Obviously, being inside the bounding box does not automatically mean hitting the object (as shown above).

Hitting the projection of original (source) bounding box - YES, that would work:

However, checking such arbitrarily oriented rectangle is a rather challenging and somewhat cumbersome task. Instead, I am calculating the longest axis projection (I called it "CHORDA") and a radius R as the shorter axis bisected:

So, now the task comes down to calculating the distance from the cursor to the chorda. If less than chorda's R - then we are in.

Implementation:

  1. In the very beginning, in the main.cpp we're calling CPP/p_windows/input.cpp -> initMouseInput() to initiate mouse input callbacks. Plus to upload several different cursors. This function is Windows-specific, Android will require different implementation. These callbacks will record mouse events into our own TouchScreen::touchScreenEvents array for consequent processing.
  2. Original (source) bounding boxes: when loading models in ModelLoader::loadModelStandard() we are calling buildGabaritesFromDrawJobs() function that fills structure gabaritesOnLoad in the SceneSubj object.
  3. During the game, in each frame we need to calculate models bounding boxes' screen projections: in the TheApp::drawFrame(), when scanning our SceneSubjs, I'm calling Gabarites::fillGabarites() (line 290) to fill out SceneSubj's gabaritesOnScreen structure for consequent use.
  4. Plus we're calling ui/TouchScreen::getInput() (line 217), which checks cursor position, finds matching SceneSubj (if any), and decides which action to call.

Case 2: buttons (2D)

Even easier. Since they are 2D, don't even need to pre-calculate "chords" or bounding boxes. If distance from cursor is less than button radius - then hit. Structure is much simpler than SceneSubj, so they are organized in a separate class UISubj. Still there is a set of interactivity-related functions common with SceneSubjs, such as:

  • isClickable()
  • iisDraggable()
  • isResponsive()
  • onFocus()
  • onFocusOut()
  • onLeftButtonDown()
  • onLeftButtonUp()
  • onDrag()
  • onClick()
  • onDoubleClick()
  • onLongClick()

To make both 2D UISubjs and 3D SceneSubjs equally accessible in TouchScreen class, this functionality is declared separately in a new ScreenSubj class, a parent for both UISubj and SceneSubj classes.

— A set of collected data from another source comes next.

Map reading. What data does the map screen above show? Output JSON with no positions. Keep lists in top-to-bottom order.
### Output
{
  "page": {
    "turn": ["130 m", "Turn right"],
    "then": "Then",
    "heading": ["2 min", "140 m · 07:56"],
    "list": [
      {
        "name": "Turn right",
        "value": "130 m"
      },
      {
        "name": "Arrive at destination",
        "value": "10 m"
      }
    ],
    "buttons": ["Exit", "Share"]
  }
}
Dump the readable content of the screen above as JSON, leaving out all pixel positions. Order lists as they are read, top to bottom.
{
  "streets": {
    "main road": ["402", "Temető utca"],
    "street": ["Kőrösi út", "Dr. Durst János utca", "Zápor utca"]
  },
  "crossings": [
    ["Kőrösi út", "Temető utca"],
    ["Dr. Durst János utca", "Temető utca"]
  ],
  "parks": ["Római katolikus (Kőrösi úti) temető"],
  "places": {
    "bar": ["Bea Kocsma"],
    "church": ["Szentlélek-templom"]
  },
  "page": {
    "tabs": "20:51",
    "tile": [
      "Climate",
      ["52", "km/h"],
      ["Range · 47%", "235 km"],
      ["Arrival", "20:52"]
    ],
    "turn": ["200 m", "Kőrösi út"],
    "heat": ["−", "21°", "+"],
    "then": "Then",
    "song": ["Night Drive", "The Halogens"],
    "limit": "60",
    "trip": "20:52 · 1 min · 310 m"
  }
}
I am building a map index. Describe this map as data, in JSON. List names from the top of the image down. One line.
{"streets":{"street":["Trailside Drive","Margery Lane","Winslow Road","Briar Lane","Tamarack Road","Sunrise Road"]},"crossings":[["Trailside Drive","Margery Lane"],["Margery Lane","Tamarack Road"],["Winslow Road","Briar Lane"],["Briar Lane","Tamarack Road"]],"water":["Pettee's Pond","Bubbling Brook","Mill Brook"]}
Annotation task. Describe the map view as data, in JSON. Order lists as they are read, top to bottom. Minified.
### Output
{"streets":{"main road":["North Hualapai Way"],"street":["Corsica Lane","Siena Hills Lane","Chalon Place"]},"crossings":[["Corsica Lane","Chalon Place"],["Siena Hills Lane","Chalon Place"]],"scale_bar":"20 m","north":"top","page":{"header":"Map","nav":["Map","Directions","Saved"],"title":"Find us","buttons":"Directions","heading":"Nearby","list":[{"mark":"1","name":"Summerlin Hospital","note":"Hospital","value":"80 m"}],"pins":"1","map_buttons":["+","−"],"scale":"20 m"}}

Case 3: dragging background (a game table)

The challenge here is to figure out 3D point on the table corresponding to 2D cursor's screen position. Solution is to build 3D line (ray) from camera to the table passing through screen cursor position. Implemented in TheTable::getCursorAncorPointTable().

Key steps:

  • Calculate cursor screen position in OpenGL terms (in -1 to 1 range) for x and y, and +1 for z (most distant point)
  • Calculate inverted matrix for mainCamera's View-Projection matrix
  • Apply this inverted matrix to GL-formatted cursor position. Resulting vector is world coordinates of the most distant point of the ray from camera through the cursor.
  • Having camera's coordinates and ray's most distant point - calculate 3D line equation
  • Find ray's intersection point with table's surface. Bingo!

Android

Start Android Studio and open CPP/a996rr/pa project.

The difference from Windows solution is how we read the input. Instead of mouse events, we will obviously use touch events. We don't even need special listeners here. CPP/p_android/platform.cpp -> myPollEvents() receives all the related events directly. Then we need to convert them to our TouchScreen::touchScreenEvents array, the rest is handled by the shared code described above.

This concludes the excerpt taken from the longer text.